## PROBLEM DESCRIPTION
Your task is to repeat exactly the lines below between the line holding "index mcp: (638, 652)" and the line holding "pinky tip: (1471, 468)", inclusive, and only those.

[RECORDS PROVIDED — start]

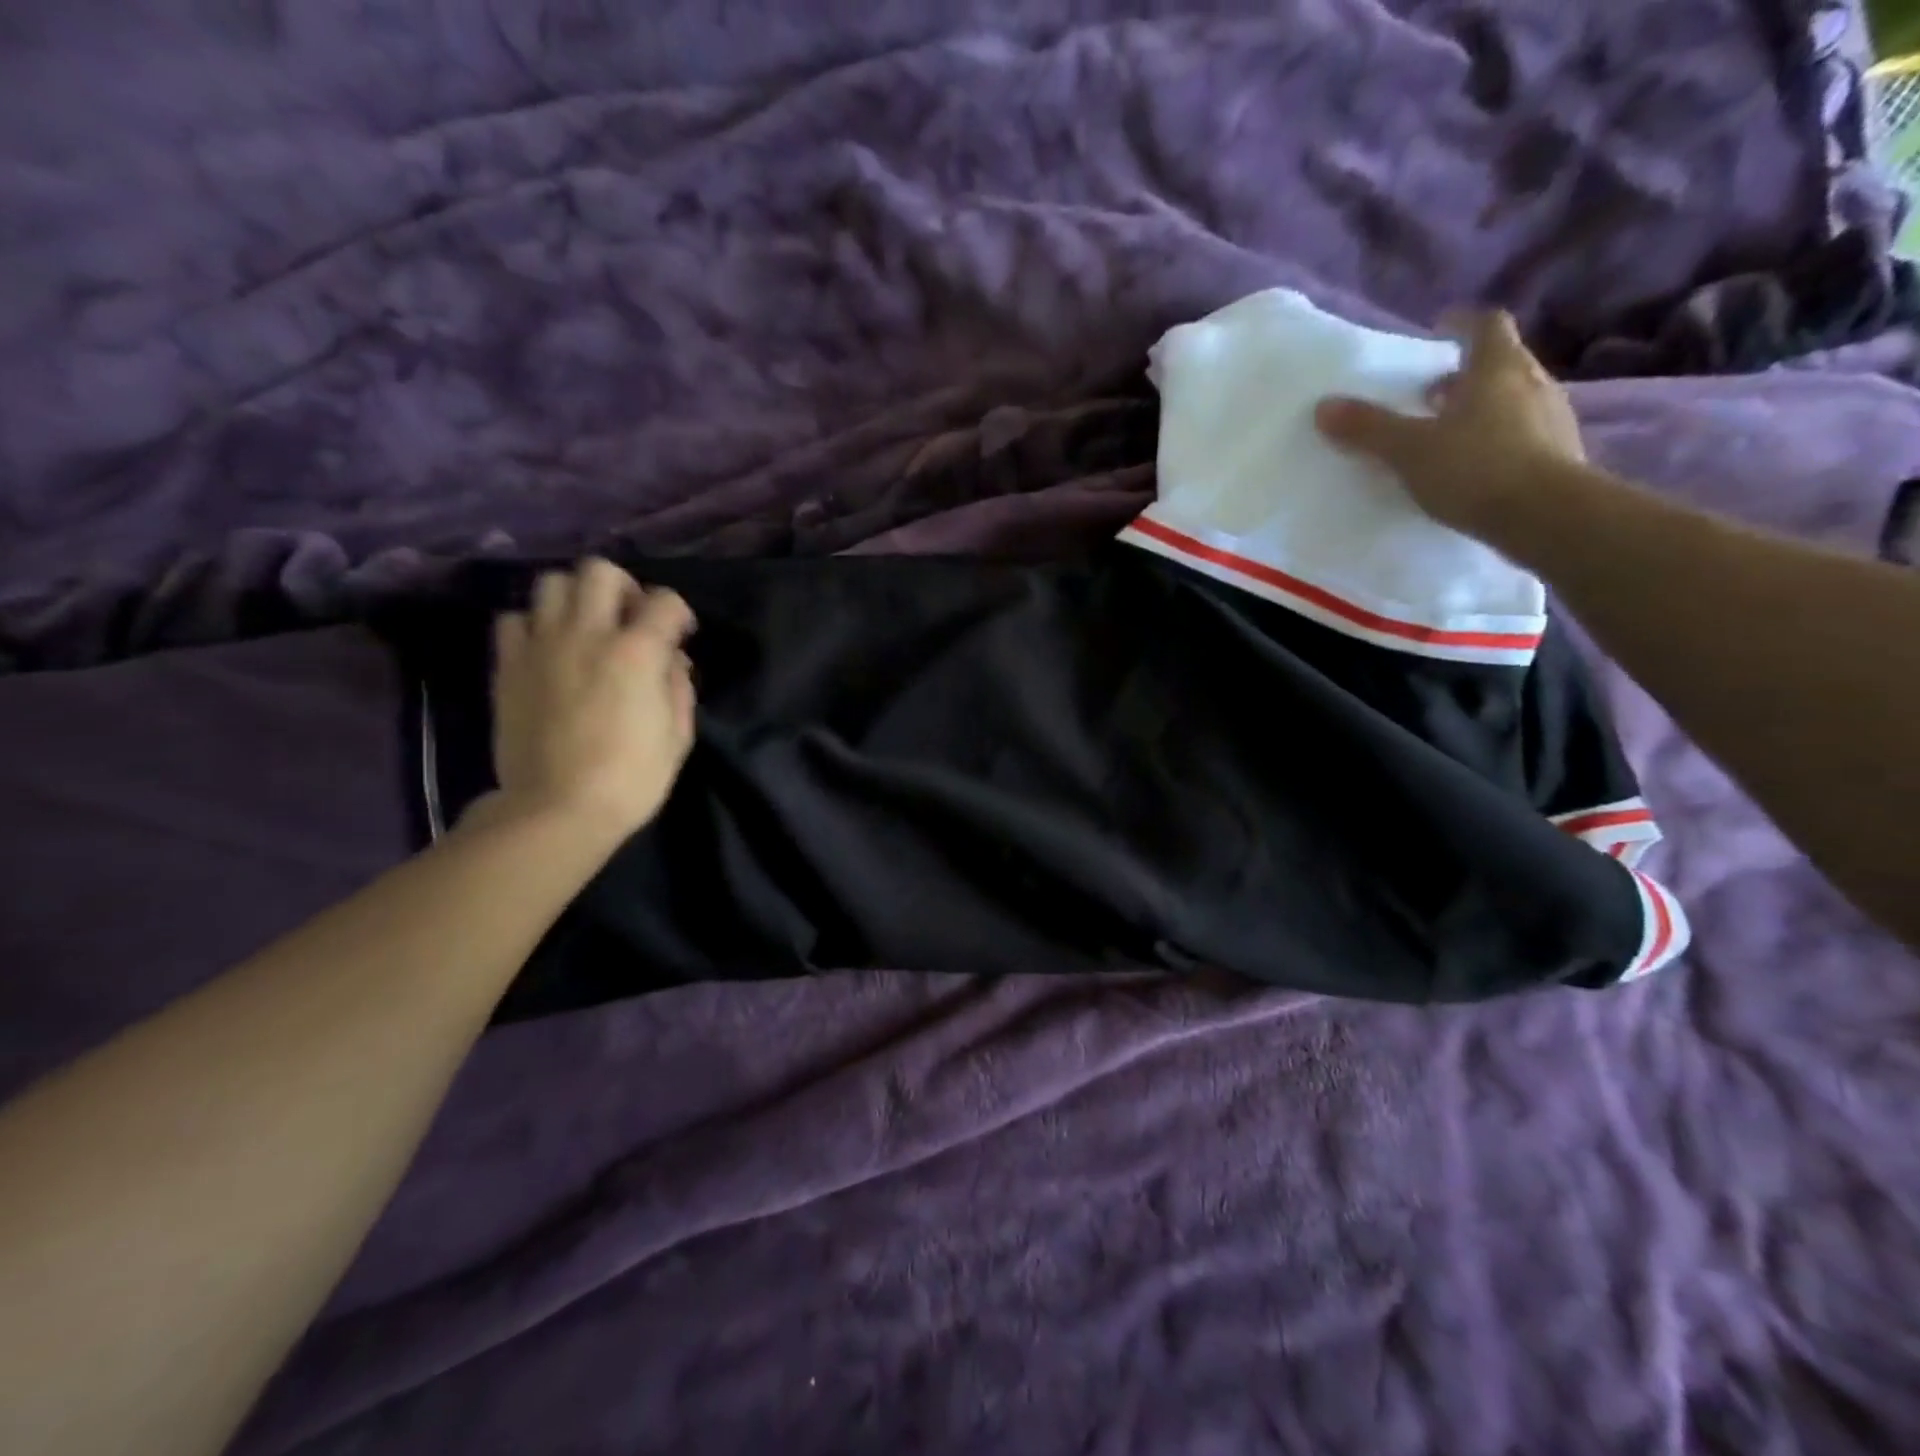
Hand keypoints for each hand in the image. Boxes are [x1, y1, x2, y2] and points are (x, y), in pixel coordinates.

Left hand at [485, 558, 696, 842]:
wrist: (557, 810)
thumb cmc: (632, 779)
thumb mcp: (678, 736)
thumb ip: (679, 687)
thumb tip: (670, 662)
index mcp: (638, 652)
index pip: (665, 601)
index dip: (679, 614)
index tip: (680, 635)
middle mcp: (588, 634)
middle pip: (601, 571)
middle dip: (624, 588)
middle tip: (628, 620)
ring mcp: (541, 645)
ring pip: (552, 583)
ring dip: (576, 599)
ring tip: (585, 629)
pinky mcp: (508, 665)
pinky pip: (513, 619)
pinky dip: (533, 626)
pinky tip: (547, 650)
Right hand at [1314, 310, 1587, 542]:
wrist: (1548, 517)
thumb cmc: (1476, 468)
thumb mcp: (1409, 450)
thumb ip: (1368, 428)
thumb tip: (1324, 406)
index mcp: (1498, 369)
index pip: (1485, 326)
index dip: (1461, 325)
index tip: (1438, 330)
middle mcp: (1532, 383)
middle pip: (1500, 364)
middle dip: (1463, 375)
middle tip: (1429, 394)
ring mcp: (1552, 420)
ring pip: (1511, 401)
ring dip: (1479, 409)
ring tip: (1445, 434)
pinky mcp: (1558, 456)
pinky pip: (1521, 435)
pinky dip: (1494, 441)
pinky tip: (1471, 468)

[RECORDS PROVIDED — finish]
[RECORDS PROVIDED — start]

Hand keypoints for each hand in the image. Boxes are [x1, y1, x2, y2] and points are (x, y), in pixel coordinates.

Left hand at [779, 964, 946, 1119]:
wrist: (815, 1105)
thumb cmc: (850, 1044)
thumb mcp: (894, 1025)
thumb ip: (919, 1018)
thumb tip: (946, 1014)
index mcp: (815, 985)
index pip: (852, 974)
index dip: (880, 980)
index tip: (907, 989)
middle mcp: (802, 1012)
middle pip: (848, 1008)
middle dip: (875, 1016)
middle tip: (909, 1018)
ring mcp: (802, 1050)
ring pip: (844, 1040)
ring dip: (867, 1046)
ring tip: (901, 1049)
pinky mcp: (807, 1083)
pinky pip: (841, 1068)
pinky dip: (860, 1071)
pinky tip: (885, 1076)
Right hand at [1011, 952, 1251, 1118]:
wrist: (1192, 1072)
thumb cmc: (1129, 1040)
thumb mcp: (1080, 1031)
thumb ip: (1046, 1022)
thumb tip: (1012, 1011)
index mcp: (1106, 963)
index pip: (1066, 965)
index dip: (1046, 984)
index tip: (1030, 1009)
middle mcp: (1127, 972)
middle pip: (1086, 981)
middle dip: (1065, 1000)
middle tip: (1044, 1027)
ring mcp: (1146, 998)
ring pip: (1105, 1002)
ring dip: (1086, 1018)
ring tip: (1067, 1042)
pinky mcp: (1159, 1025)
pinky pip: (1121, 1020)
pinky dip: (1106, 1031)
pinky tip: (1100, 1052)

[RECORDS PROVIDED — finish]

## TASK SOLUTION
index mcp: (638, 652)
index pip: (665, 601)
index dip: (679, 614)
index tip: (680, 635)
middle mcp: (588, 634)
middle pip: (601, 571)
middle dip: (624, 588)
middle tip: (628, 620)
ring mcp: (541, 645)
ring pip: (552, 583)
ring dip: (576, 599)
ring tip: (585, 629)
pinky mcp: (508, 665)
pinky pip: (513, 619)
pinky dip: (533, 626)
pinky tip: (547, 650)
Right hand at [1314, 310, 1587, 542]:
wrist: (1548, 517)
thumb cmc: (1476, 468)
thumb mcp: (1409, 450)
thumb ip: (1368, 428)
thumb tip: (1324, 406)
index mcp: (1498, 369)
index pip: (1485, 326)
index dip: (1461, 325)
index tip: (1438, 330)
middle mcp: (1532, 383)
middle pip: (1500, 364)
middle dip: (1463, 375)
middle tip: (1429, 394)
ring mcp: (1552, 420)
ring pip: (1511, 401)
ring dip: (1479, 409)
ring tip: (1445, 434)
pinky mcp: (1558, 456)
pinky pip: (1521, 435)
pinky dip: (1494, 441)
pinky tip: (1471, 468)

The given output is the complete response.